## Task objective
Reproduce all entries word for word.

## Task data
- Opening Delimiter -

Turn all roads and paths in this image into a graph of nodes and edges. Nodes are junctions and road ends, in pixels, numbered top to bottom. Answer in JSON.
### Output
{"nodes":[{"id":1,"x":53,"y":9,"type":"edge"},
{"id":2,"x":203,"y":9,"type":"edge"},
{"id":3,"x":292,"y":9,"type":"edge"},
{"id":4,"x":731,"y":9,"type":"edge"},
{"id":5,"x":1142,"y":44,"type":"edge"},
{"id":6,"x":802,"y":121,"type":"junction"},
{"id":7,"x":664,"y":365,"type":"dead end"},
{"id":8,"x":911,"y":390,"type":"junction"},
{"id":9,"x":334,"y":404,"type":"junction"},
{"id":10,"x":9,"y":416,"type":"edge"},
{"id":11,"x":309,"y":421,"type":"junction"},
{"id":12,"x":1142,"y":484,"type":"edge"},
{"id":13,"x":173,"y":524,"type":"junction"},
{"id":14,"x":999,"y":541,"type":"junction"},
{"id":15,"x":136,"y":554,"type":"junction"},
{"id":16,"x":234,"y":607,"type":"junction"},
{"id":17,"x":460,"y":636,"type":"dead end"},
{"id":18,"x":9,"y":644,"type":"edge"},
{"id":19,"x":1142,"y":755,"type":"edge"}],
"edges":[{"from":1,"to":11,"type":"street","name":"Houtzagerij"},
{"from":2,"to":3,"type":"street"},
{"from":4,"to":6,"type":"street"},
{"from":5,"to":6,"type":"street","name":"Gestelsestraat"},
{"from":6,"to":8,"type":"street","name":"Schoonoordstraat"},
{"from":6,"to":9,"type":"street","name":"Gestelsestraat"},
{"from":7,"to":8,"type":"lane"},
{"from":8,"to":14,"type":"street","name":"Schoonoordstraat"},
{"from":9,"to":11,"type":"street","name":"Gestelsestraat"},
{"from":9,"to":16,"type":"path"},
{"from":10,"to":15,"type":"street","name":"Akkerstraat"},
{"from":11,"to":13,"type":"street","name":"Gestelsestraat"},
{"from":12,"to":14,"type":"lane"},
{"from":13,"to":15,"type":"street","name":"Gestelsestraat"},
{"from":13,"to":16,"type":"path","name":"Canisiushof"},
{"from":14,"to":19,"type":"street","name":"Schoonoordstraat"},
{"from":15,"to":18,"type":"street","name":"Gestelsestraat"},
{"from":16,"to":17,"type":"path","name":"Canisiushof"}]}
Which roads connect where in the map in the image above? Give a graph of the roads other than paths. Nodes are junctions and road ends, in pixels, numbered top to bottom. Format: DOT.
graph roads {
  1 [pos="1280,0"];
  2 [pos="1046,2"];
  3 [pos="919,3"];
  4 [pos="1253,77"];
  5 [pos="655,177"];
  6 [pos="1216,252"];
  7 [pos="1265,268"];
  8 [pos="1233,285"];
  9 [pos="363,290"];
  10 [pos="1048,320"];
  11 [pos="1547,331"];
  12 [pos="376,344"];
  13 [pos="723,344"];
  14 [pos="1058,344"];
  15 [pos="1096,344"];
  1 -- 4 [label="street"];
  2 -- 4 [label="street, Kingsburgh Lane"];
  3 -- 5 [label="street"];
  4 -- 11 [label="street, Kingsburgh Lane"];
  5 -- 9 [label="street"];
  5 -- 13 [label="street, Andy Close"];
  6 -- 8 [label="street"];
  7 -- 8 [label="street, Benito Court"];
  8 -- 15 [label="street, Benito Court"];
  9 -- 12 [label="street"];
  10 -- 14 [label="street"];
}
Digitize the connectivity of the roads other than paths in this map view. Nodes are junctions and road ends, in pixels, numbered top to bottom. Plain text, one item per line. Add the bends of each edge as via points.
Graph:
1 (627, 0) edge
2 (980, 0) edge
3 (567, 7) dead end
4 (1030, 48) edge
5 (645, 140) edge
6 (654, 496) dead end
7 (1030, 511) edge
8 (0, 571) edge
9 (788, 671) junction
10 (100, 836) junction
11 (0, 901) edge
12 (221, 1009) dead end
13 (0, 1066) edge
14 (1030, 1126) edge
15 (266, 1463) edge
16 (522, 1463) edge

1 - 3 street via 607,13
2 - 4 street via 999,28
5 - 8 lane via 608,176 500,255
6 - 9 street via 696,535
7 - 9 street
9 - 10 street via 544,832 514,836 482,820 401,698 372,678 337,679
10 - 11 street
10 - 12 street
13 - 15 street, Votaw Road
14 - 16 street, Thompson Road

- Closing Delimiter -

## Solved problem
Turn all roads and paths in this image into a graph of nodes and edges. Nodes are junctions and road ends, in pixels, numbered top to bottom. Answer in JSON.
### Output
{"nodes":[{"id":1,"x":53,"y":9,"type":"edge"},
{"id":2,"x":203,"y":9,"type":"edge"},
{"id":3,"x":292,"y":9,"type":"edge"},
{"id":4,"x":731,"y":9,"type":"edge"},
{"id":5,"x":1142,"y":44,"type":"edge"},
{"id":6,"x":802,"y":121,"type":"junction"},
{"id":7,"x":664,"y":365,"type":"dead end"},
{"id":8,"x":911,"y":390,"type":"junction"},
{"id":9,"x":334,"y":404,"type":"junction"},
{"id":10,"x":9,"y":416,"type":"edge"},
{"id":11,"x":309,"y":421,"type":"junction"},
{"id":12,"x":1142,"y":484,"type":"edge"},
{"id":13,"x":173,"y":524,"type":"junction"},
{"id":14,"x":999,"y":541,"type":"junction"},
{"id":15,"x":136,"y":554,"type":"junction"},
{"id":16,"x":234,"y":607,"type":"junction"},
{"id":17,"x":460,"y":636,"type":"dead end"},
{"id":18,"x":9,"y":644,"type":"edge"},
{"id":19,"x":1142,"y":755,"type":"edge"}],
"edges":[{"from":1,"to":11,"type":"street","name":"Houtzagerij"},
{"from":2,"to":3,"type":"street"},
{"from":4,"to":6,"type":"street"},
{"from":5,"to":6,"type":"street","name":"Gestelsestraat"},
{"from":6,"to":8,"type":"street","name":"Schoonoordstraat"},
{"from":6,"to":9,"type":"street","name":"Gestelsestraat"},
{"from":7,"to":8,"type":"lane"},
{"from":8,"to":14,"type":"street","name":"Schoonoordstraat"},
{"from":9,"to":11,"type":"street","name":"Gestelsestraat"},
{"from":9,"to":16,"type":"path"},
{"from":10,"to":15,"type":"street","name":"Akkerstraat"},
{"from":11,"to":13,"type":"street","name":"Gestelsestraat"},
{"from":12,"to":14,"type":"lane"},
{"from":13,"to":15,"type":"street","name":"Gestelsestraat"},
{"from":13,"to":16,"type":"path","name":"Canisiushof"},
{"from":14,"to":19,"type":"street","name":"Schoonoordstraat"},
{"from":15,"to":18,"type":"street","name":"Gestelsestraat"},
{"from":16,"to":17,"type":"path","name":"Canisiushof"}]}
Which roads connect where in the map in the image above? Give a graph of the roads other than paths. Nodes are junctions and road ends, in pixels, numbered top to bottom. Format: DOT.
graph roads {
  1 [pos="1280,0"];
  2 [pos="1046,2"];
  3 [pos="919,3"];
  4 [pos="1253,77"];
  5 [pos="655,177"];
  6 [pos="1216,252"];
  7 [pos="1265,268"];
  8 [pos="1233,285"];
  9 [pos="363,290"];
  10 [pos="1048,320"];
  11 [pos="1547,331"];
  12 [pos="376,344"];
  13 [pos="723,344"];
  14 [pos="1058,344"];
  15 [pos="1096,344"];
  1 -- 4 [label="street"];
  2 -- 4 [label="street, Kingsburgh Lane"];
  3 -- 5 [label="street"];
  4 -- 11 [label="street, Kingsburgh Lane"];
  5 -- 9 [label="street"];
  5 -- 13 [label="street, Andy Close"];
  6 -- 8 [label="street"];
  7 -- 8 [label="street, Benito Court"];
  8 -- 15 [label="street, Benito Court"];
  9 -- 12 [label="street"];
  10 -- 14 [label="street"];
}
Digitize the connectivity of the roads other than paths in this map view. Nodes are junctions and road ends, in pixels, numbered top to bottom. Plain text, one item per line. Add the bends of each edge as via points.
Graph:
1 (627, 0) edge
2 (980, 0) edge
3 (567, 7) dead end
4 (1030, 48) edge
5 (645, 140) edge
6 (654, 496) dead end
7 (1030, 511) edge
8 (0, 571) edge
9 (788, 671) junction
10 (100, 836) junction
11 (0, 901) edge
12 (221, 1009) dead end
13 (0, 1066) edge
14 (1030, 1126) edge
15 (266, 1463) edge
16 (522, 1463) edge

1 - 3 street via 607,13
2 - 4 street via 999,28
5 - 8 lane via 608,176 500,255
6 - 9 street via 696,535
7 - 9 street
9 - 10 street via 544,832 514,836 482,820 401,698 372,678 337,679
10 - 11 street
10 - 12 street
13 - 15 street, Votaw Road
14 - 16 street, Thompson Road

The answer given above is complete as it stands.